*Goal of the exercise:* In the entries below, find the lines that contain the word "hand" and copy them.

*Data for processing:*
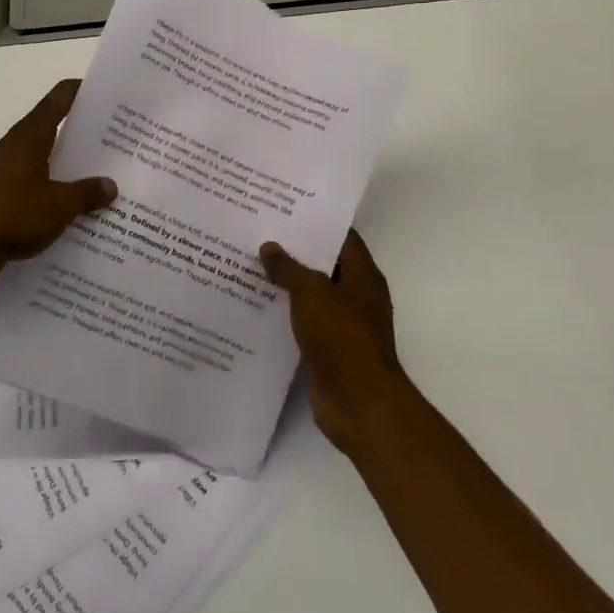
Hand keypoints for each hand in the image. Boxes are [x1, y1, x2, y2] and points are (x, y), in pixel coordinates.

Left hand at [0, 79, 117, 291]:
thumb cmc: (9, 215)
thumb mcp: (57, 206)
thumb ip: (86, 193)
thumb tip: (111, 185)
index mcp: (30, 136)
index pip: (59, 98)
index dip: (85, 91)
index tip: (112, 94)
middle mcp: (17, 147)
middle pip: (56, 128)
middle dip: (87, 133)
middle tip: (123, 140)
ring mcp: (7, 173)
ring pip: (48, 161)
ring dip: (73, 167)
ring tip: (108, 176)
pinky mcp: (3, 198)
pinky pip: (38, 187)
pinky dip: (57, 193)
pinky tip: (79, 210)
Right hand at [260, 231, 406, 453]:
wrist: (358, 403)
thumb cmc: (342, 337)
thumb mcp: (312, 293)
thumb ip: (289, 268)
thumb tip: (269, 247)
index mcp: (363, 277)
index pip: (343, 238)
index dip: (318, 222)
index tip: (286, 210)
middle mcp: (356, 297)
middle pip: (324, 265)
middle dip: (295, 252)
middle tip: (259, 233)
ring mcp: (342, 325)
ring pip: (311, 296)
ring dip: (286, 284)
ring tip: (250, 264)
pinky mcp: (327, 350)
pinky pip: (302, 323)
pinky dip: (283, 314)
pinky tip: (255, 304)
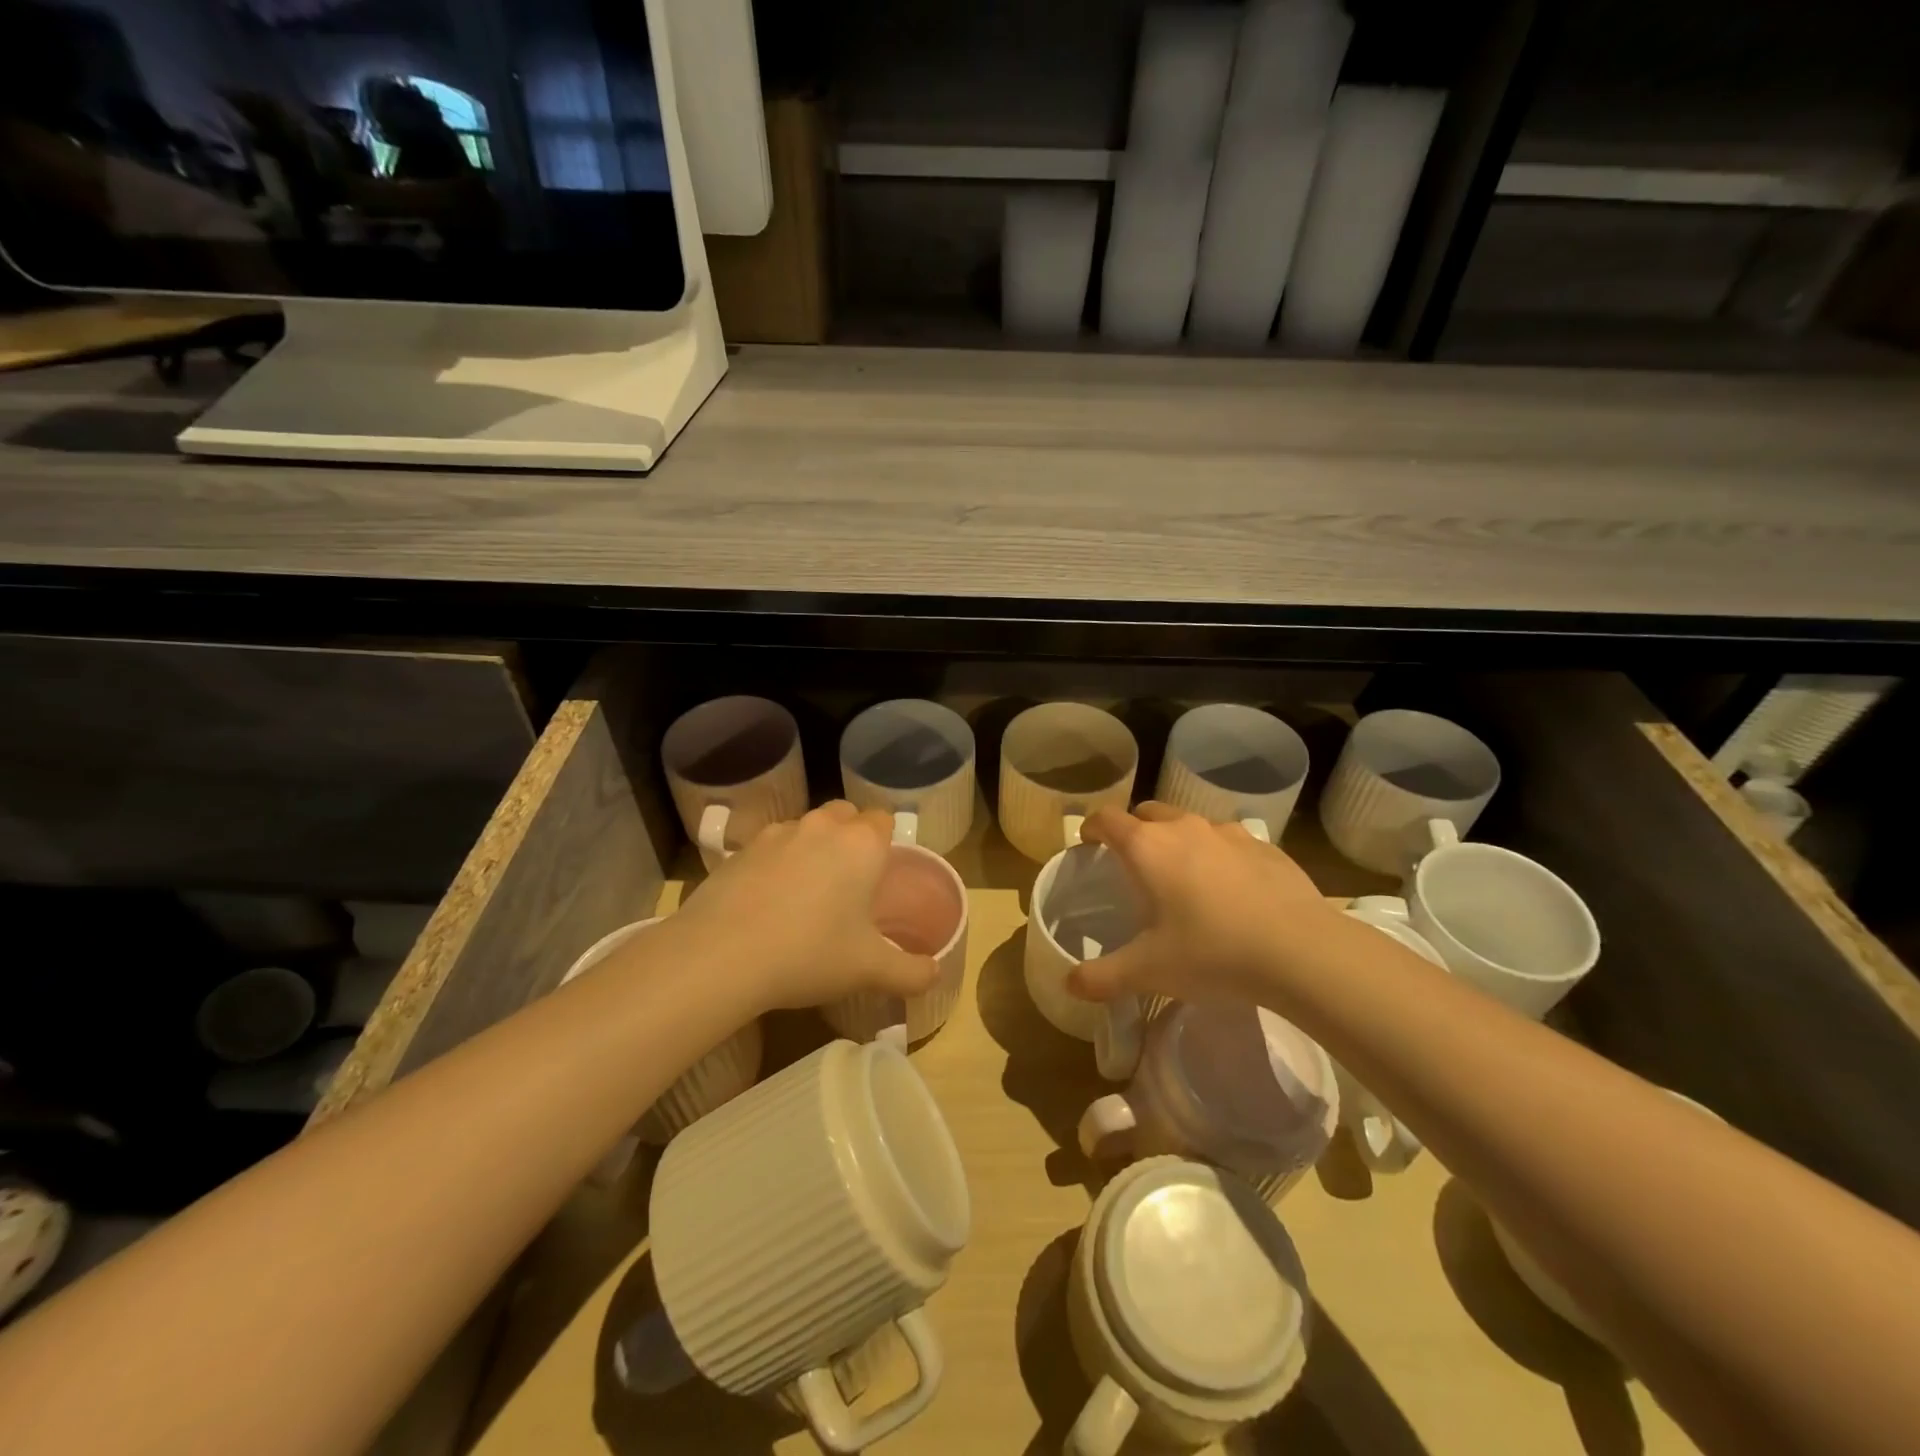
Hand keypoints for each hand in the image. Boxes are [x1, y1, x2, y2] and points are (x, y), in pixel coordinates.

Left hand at [674, 801, 940, 1012]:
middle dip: (850, 837)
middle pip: (844, 814)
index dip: (886, 841)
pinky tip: (767, 903)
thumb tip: (935, 975)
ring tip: (805, 894)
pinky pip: (769, 847)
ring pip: (805, 828)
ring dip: (811, 848)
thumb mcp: (869, 970)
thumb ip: (911, 972)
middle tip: (848, 881)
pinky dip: (775, 864)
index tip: (881, 874)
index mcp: (861, 844)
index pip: (883, 819)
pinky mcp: (739, 850)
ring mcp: (776, 834)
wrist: (721, 955)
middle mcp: (821, 827)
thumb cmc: (810, 954)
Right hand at [1067, 803, 1341, 1007]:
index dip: (1092, 828)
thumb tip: (1069, 984)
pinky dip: (1219, 856)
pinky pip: (1230, 842)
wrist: (1301, 952)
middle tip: (1134, 865)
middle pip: (1148, 812)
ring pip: (1191, 823)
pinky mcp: (1266, 846)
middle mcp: (1184, 827)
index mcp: (1147, 847)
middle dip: (1135, 830)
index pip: (1107, 818)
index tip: (1088, 844)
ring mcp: (1229, 833)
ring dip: (1178, 840)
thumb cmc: (1211, 953)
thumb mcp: (1148, 971)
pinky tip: (1232, 892)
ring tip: (1184, 878)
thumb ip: (1102, 976)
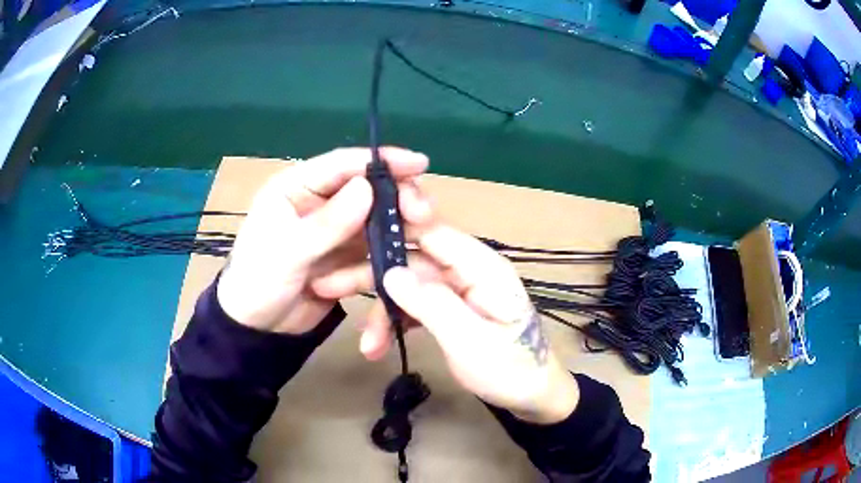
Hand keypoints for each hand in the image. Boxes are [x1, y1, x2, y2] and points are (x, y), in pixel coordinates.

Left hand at [217, 147, 427, 333]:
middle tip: (422, 216)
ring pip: (379, 221)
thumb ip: (326, 223)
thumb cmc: (257, 282)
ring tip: (420, 244)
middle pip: (370, 190)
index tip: (420, 163)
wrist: (257, 328)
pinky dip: (388, 262)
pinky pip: (376, 252)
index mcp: (297, 187)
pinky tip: (399, 274)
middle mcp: (322, 203)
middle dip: (398, 200)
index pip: (343, 164)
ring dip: (398, 233)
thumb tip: (368, 187)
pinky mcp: (349, 257)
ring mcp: (338, 231)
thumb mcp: (286, 252)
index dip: (382, 161)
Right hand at [312, 190, 578, 423]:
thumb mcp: (470, 341)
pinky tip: (379, 345)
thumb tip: (390, 273)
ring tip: (365, 343)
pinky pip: (415, 306)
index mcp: (481, 266)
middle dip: (371, 274)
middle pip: (411, 258)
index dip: (393, 222)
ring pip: (408, 285)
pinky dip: (396, 322)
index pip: (432, 230)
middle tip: (328, 285)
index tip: (351, 226)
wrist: (532, 396)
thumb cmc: (511, 369)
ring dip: (382, 310)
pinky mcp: (450, 308)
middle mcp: (466, 270)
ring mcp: (457, 289)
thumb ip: (431, 305)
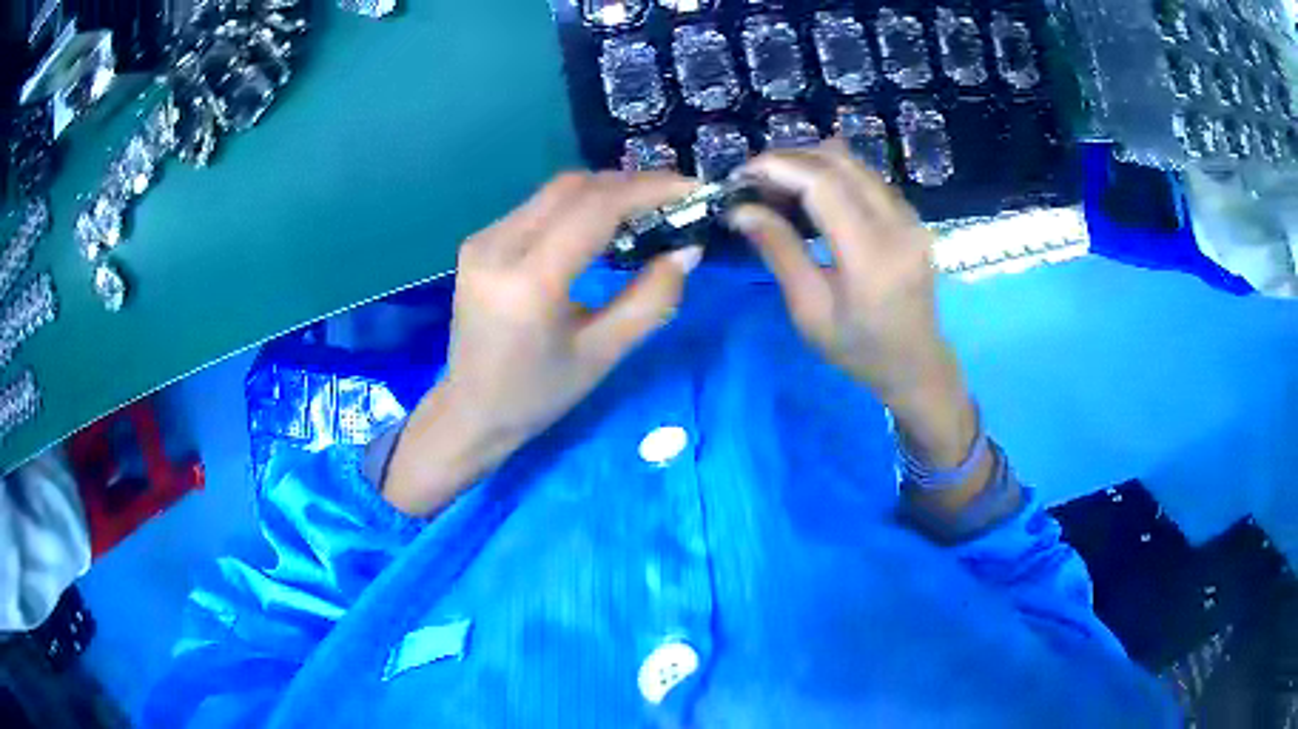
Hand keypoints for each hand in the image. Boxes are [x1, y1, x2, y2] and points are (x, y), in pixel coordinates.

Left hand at [382, 172, 701, 515]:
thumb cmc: (539, 393)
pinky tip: (601, 225)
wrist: (471, 410)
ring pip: (555, 192)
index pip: (595, 209)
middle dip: (629, 184)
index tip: (691, 188)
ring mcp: (483, 240)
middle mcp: (498, 247)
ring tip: (645, 209)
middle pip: (573, 187)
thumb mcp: (603, 355)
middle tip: (673, 198)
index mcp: (529, 282)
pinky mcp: (479, 242)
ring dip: (604, 192)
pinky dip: (577, 206)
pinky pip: (537, 207)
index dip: (648, 189)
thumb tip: (688, 250)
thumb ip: (651, 300)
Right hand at [729, 141, 975, 466]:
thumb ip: (779, 252)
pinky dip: (832, 175)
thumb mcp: (809, 311)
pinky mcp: (912, 216)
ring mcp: (911, 217)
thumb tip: (741, 210)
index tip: (742, 175)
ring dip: (810, 163)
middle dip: (789, 159)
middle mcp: (897, 224)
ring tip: (777, 186)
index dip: (779, 167)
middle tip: (755, 180)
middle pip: (839, 162)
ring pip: (854, 163)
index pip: (824, 184)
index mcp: (871, 255)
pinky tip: (811, 195)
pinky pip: (867, 178)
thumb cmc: (859, 349)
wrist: (916, 363)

*Answer to this task:*
Hand keypoints for each hand in the image. Boxes are [x1, y1, x2, y2] and points are (x, y), in pixel coordinates.
Left hand at [0, 79, 117, 291]:
Right hand at [260, 231, 406, 453]:
Hand keypoints for each hand in the image. Boxes are [x1, y1, x2, y2] and points are (x, y), in pixel coordinates.
Left hand at [674, 801, 940, 1012]:
Right hand at [1067, 803, 1341, 1007]:
Hand keypoints for each hand in the image. Boxes are [x1, y1, x2, y2] and points are (x, y), in pixel coordinates.
Left hand at [217, 147, 427, 333]:
Right hand at [312, 190, 578, 423]:
Hand keypoints for each hand in the image. Boxes are [x1, y1, x2, y2] and points are (x, y), in pixel coordinates.
Left hand at [382, 172, 701, 515]:
Right hand at [729, 141, 975, 466]:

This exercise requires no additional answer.